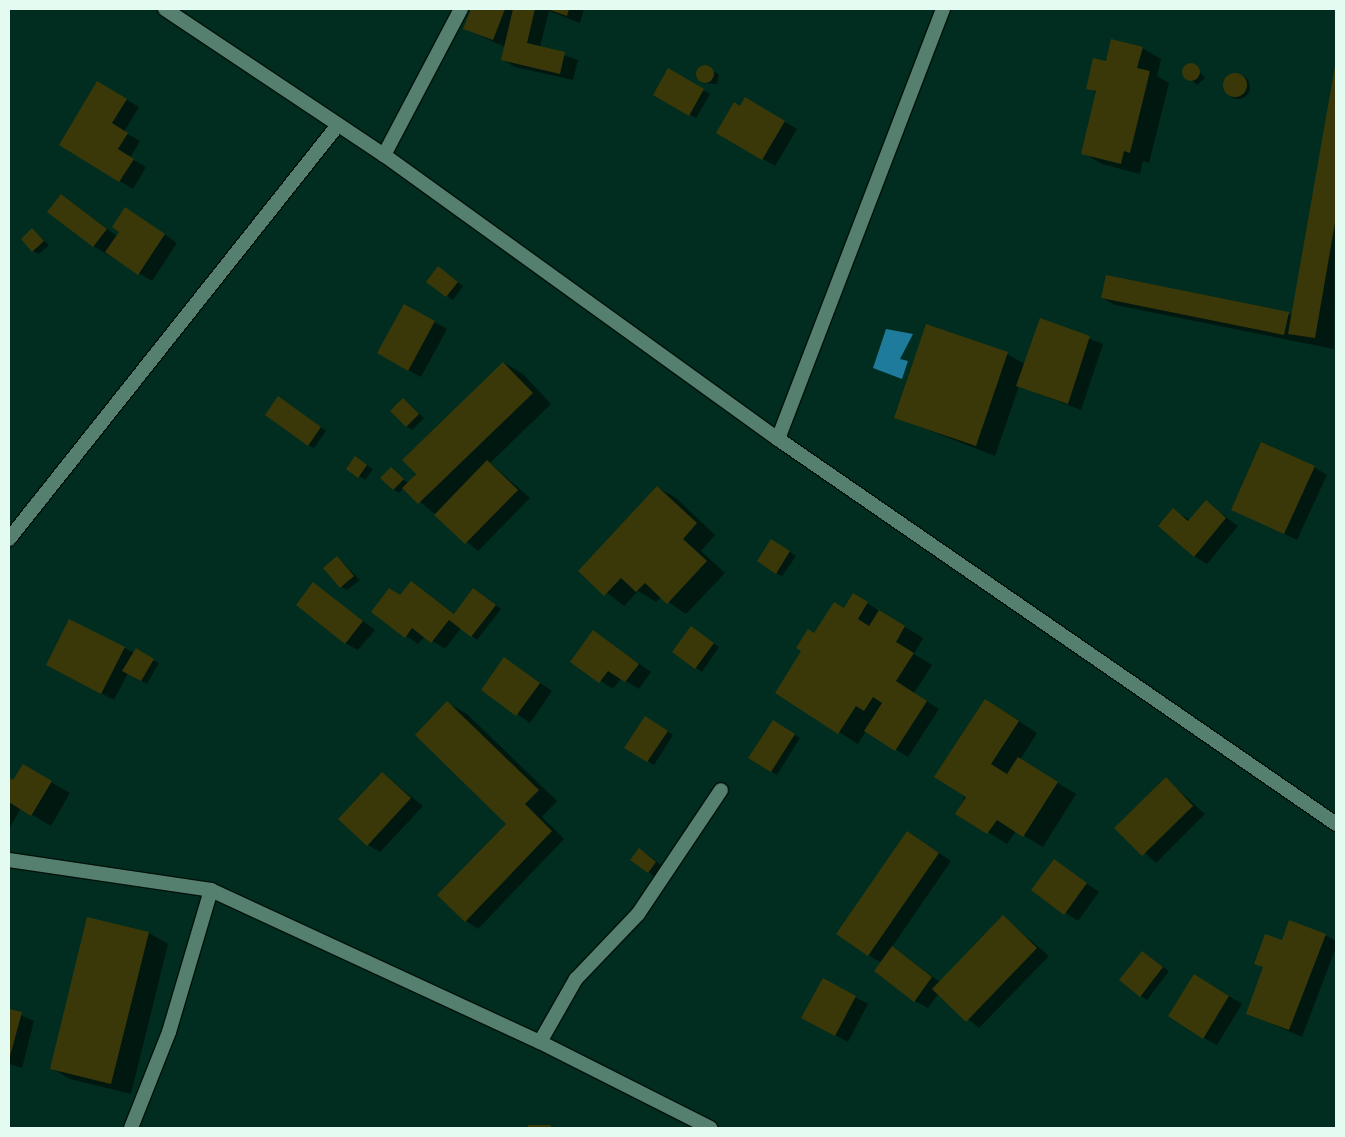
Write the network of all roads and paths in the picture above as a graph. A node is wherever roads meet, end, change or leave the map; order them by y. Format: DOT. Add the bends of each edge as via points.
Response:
graph roads {
  1 [pos="165,9"];
  2 [pos="462,9"];
  3 [pos="943,9"];
  4 [pos="338,125"];
  5 [pos="384,155"];
  6 [pos="778,439"];
  7 [pos="9,539"];
  8 [pos="721,790"];
  9 [pos="1336,822"];
  10 [pos="9,860"];
  11 [pos="211,890"];
  12 [pos="540,1042"];
  13 [pos="131,1128"];
  14 [pos="710,1128"];
  1 -- 4 [label="street"];
  2 -- 5 [label="street"];
  3 -- 6 [label="street"];
  4 -- 5 [label="street"];
  4 -- 7 [label="street"];
  5 -- 6 [label="street"];
  6 -- 9 [label="street"];
  8 -- 12 [label="street" via="638,914 576,979"];
  10 -- 11 [label="street"];
  11 -- 12 [label="street"];
  11 -- 13 [label="street" via="169,1032"];
  12 -- 14 [label="street"];
}
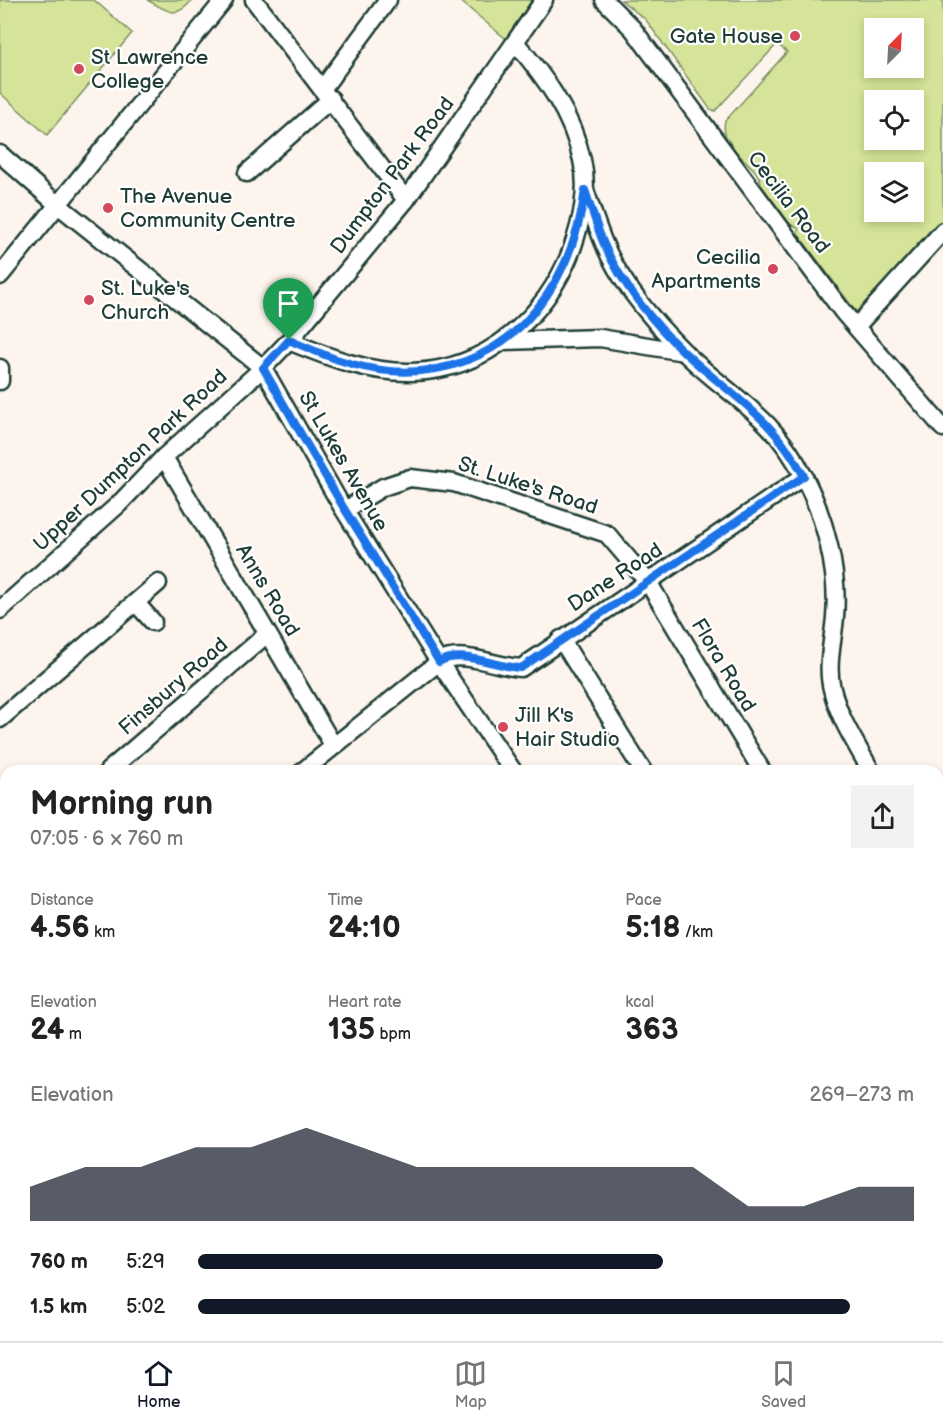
━━━━
Work instruction:
All entries are to be duplicated exactly, with the pictures left out.

Reply:
Write the network of all roads and paths in the picture above as a graph. A node is wherever roads meet, end, change or leave the map; order them by y. Format: DOT. Add the bends of each edge as via points.
Response:
graph roads {
  1 [pos="165,9"];
  2 [pos="462,9"];
  3 [pos="943,9"];
  4 [pos="338,125"];
  5 [pos="384,155"];
  6 [pos="778,439"];
  7 [pos="9,539"];
  8 [pos="721,790"];
  9 [pos="1336,822"];
  10 [pos="9,860"];
  11 [pos="211,890"];
  12 [pos="540,1042"];
  13 [pos="131,1128"];
  14 [pos="710,1128"];
  1 -- 4 [label="street"];
  2 -- 5 [label="street"];
  3 -- 6 [label="street"];
  4 -- 5 [label="street"];
  4 -- 7 [label="street"];
  5 -- 6 [label="street"];
  6 -- 9 [label="street"];
  8 -- 12 [label="street" via="638,914 576,979"];
  10 -- 11 [label="street"];
  11 -- 12 [label="street"];
  11 -- 13 [label="street" via="169,1032"];
  12 -- 14 [label="street"];
}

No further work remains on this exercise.